These new rules are a departure from the Wisconsin Employment Relations Commission’s original interpretation of how base salary should be calculated. The original emergency rules, which were unanimously approved by the Commission, defined base wages much more broadly. At Walker’s request, the Commission redrafted the rules to further limit unions’ ability to negotiate on their members’ behalf. These new rules were approved by the Commission along partisan lines. James Scott and Rodney Pasch, the two Walker appointees, voted in favor of the new rules, while Judy Neumann, the remaining Doyle appointee on the Commission, dissented. For a copy of the new rules, go here: http://werc.wi.gov/selected_press_releases_and_werc_world_articles.htm#maximum_base_wage_increase_rules_redrafted.
The revised rules set the base wage and, therefore, the CPI increase, substantially below the amount needed to pay teachers their current salaries.
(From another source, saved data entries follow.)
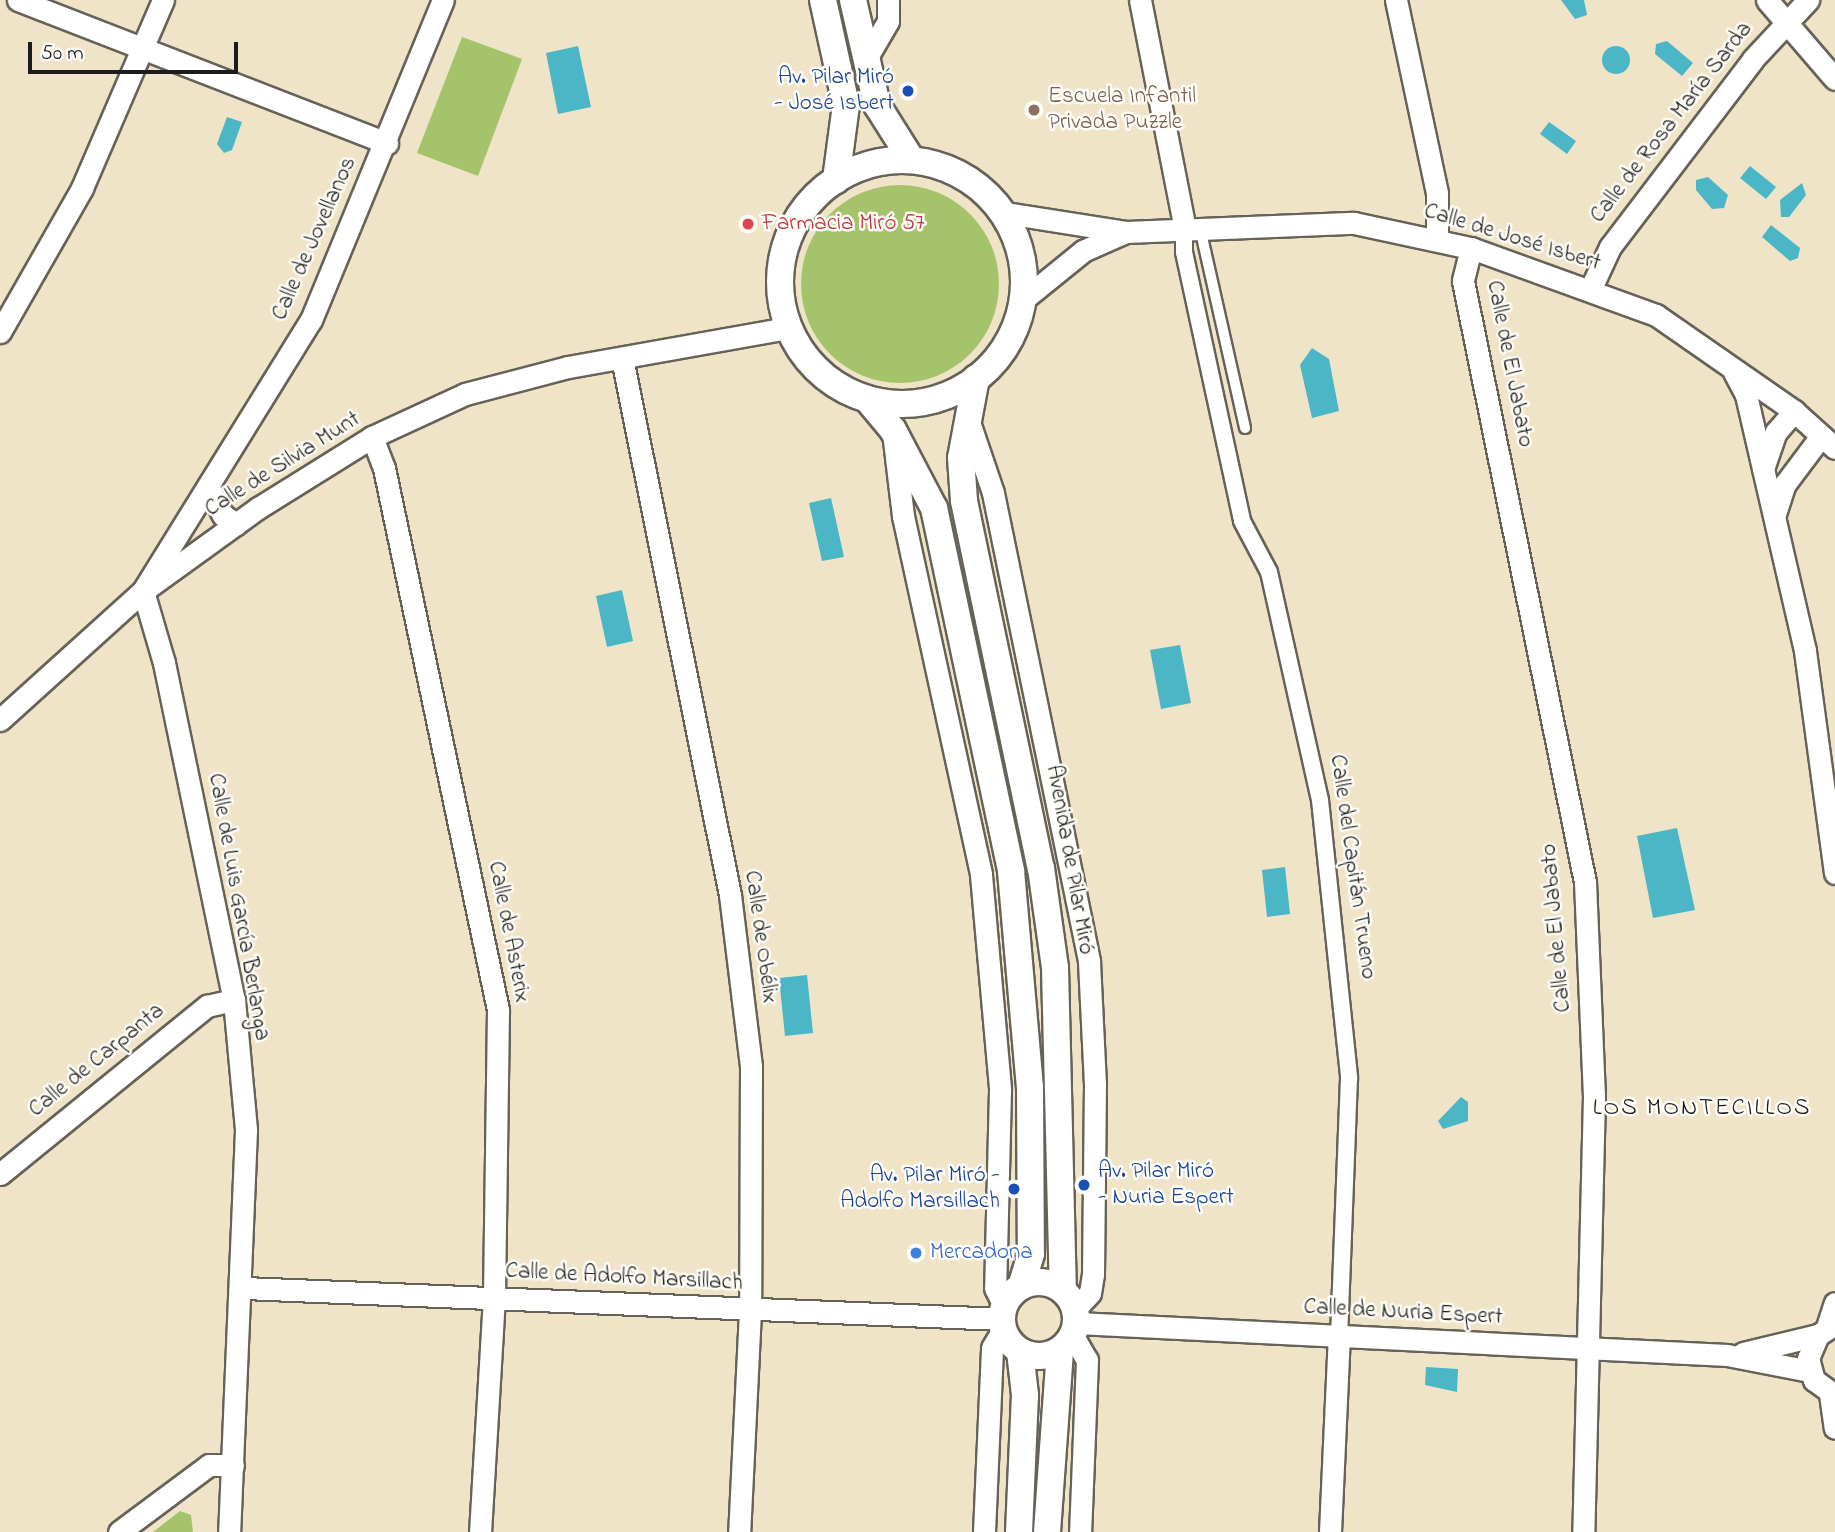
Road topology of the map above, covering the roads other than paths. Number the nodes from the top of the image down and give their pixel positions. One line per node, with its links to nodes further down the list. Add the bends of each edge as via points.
1 (18, 0): 12 (street)
2 (163, 0): 12 (street)
3 (443, 0): 15 (street, Calle de Jovellanos)
4 (823, 0): 17 (street, via 846,105)
5 (853, 0): 13 (street)
6 (888, 0): 13 (street, via 888,20)
7 (1140, 0): 19 (street)
8 (1396, 0): 21 (street, via 1437,193)
9 (1767, 0): 11 (street)
10 (1808, 0): 11 (street, Calle de Rosa María Sarda)
11 (1784, 24): 14 (street); 23 (street, Calle de Rosa María Sarda, via 1610,247)
12 (144, 48): 15 (street); 26 (street, via 82,188)
13 (866, 59): 16 (street, via 877,105)
14 (1835, 79)
15 (387, 144): 36 (street, Calle de Jovellanos, via 311,320)
16 (911, 159): 17 (street, via 884,161); 18 (street, via 952,171)
17 (836, 180): 25 (street, via 814,197 787,240 780,302)
18 (1006, 213): 20 (street, Calle de José Isbert); 24 (street, via 1024,258)
19 (1192, 225): 20 (street, Calle de José Isbert); 21 (street, Calle de José Isbert, via 1354,223); 32 (lane); 51 (street, Calle del Capitán Trueno, via 1184,251 1242,521 1269,572 1320,800 1349,1078)
20 (1126, 232): 24 (street, Calle de José Isbert, via 1083,251)
21 (1437, 239): 22 (street, Calle de José Isbert)
22 (1471, 248): 23 (street, Calle de José Isbert); 52 (street, Calle de El Jabato, via 1463,281 1585,882 1594,1096)
23 (1591, 288): 28 (street, Calle de José Isbert, via 1656,315)
24 (1024, 299): 29 (street, via 1003,350)
25 (788, 328): 27 (street, Calle de Silvia Munt); 30 (street, via 802,355 826,378)
26 (0, 332)
27 (621, 358): 33 (street, Calle de Silvia Munt, via 466,394); 48 (street, Calle de Obélix, via 730,895 751,1066)
28 (1732, 368): 31 (street, Calle de José Isbert); 35 (street, via 1746,395)
29 (976, 378): 30 (street, via 923,401); 49 (street, Avenida de Pilar Miró, via 967,416 964,502 1041,868 1055,968)
30 (867, 399): 47 (street, via 893,430 934,508 1012,871 1030,1087 1031,1254)
31 (1794, 411): 34 (street, Calle de José Isbert); 35 (street, via 1776,432)
32 (1245, 428)
33 (372, 437): 38 (street, Calle de Silvia Munt); 45 (street, Calle de Asterix, via 384,468 498,1010)
34 (1828, 442): 37 (street, via 1785,484)
35 (1762, 468): 37 (street)
36 (208, 486): 38 (street, via 223,515); 39 (street, Calle de Jovellanos)
37 (1775, 514): 41 (street, via 1805,651)
38 (236, 524): 39 (street, Calle de Silvia Munt)
39 (143, 591): 40 (street, Calle de Jovellanos); 42 (street, Calle de Luis García Berlanga, via 164,663)
40 (0, 720)
41 (1835, 873)
42 (234, 1000): 43 (street, Calle de Carpanta, via 207,1006); 44 (street, Calle de Luis García Berlanga, via 246,1130)
43 (0, 1174)
44 (244, 1288): 45 (street, Calle de Adolfo Marsillach); 58 (street, Calle de Luis García Berlanga)
45 (494, 1297): 48 (street, Calle de Adolfo Marsillach); 61 (street, Calle de Asterix)
46 (1835, 1303): 50 (street)
47 (1008, 1310): 48 (street, Calle de Adolfo Marsillach); 49 (street, via 1050,1283); 53 (street); 63 (street, via 992,1348)
48 (750, 1311): 62 (street, Calle de Obélix)
49 (1070, 1322): 51 (street, Calle de Nuria Espert); 53 (street, via 1033,1356); 65 (street, Avenida de Pilar Miró); 66 (street, Avenida de Pilar Miró, via 1087,1360)
50 (1827, 1329): 54 (street, Calle de Nuria Espert); 55 (street)
51 (1339, 1335): 52 (street, Calle de Nuria Espert); 67 (street, Calle del Capitán Trueno)
52 (1592, 1349): 54 (street, Calle de Nuria Espert); 68 (street, Calle de El Jabato)
53 (1020, 1351): 64 (street, via 1025,1395)
54 (1727, 1356): 55 (street, Calle de Nuria Espert)
55 (1810, 1371): 56 (street)
56 (1832, 1394): 57 (street)
57 (1835, 1427)
58 (233, 1465): 59 (street, via 209,1465); 60 (street, Calle de Luis García Berlanga)
59 (119, 1532)
60 (229, 1532)
61 (480, 1532)
62 (739, 1532)
63 (985, 1532)
64 (1019, 1532)
65 (1047, 1532)
66 (1080, 1532)
67 (1330, 1532)
68 (1583, 1532)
For instance, if the union contract has a base salary for a starting teacher with a BA of $38,000, but a starting salary for a teacher with an MA is $50,000, the bargained salary increase up to CPI will be figured on the teacher’s base salary of $38,000 rather than her actual salary of $50,000. WERC General Counsel Peter Davis reports that any increase beyond this amount—and, in fact, any part of the teacher’s current salary that is attributed to educational attainment or other “supplemental compensation”—will not be bargainable under the new rules.
These new administrative rules are another example of Governor Walker’s overreach and his willingness to use the political process to bust our unions and undermine public education and state services. Under the new rules for municipal employees, general employees are divided into essentially two classes—teachers and other general employees whose salary increases have not been linked to educational attainment. As a result, the rules seem to discriminate against teachers: there is no rational basis for treating teachers' salaries differently than other general municipal employees. Further, the new rules may have the consequence of reducing teachers’ take-home pay. The union is looking into both these matters.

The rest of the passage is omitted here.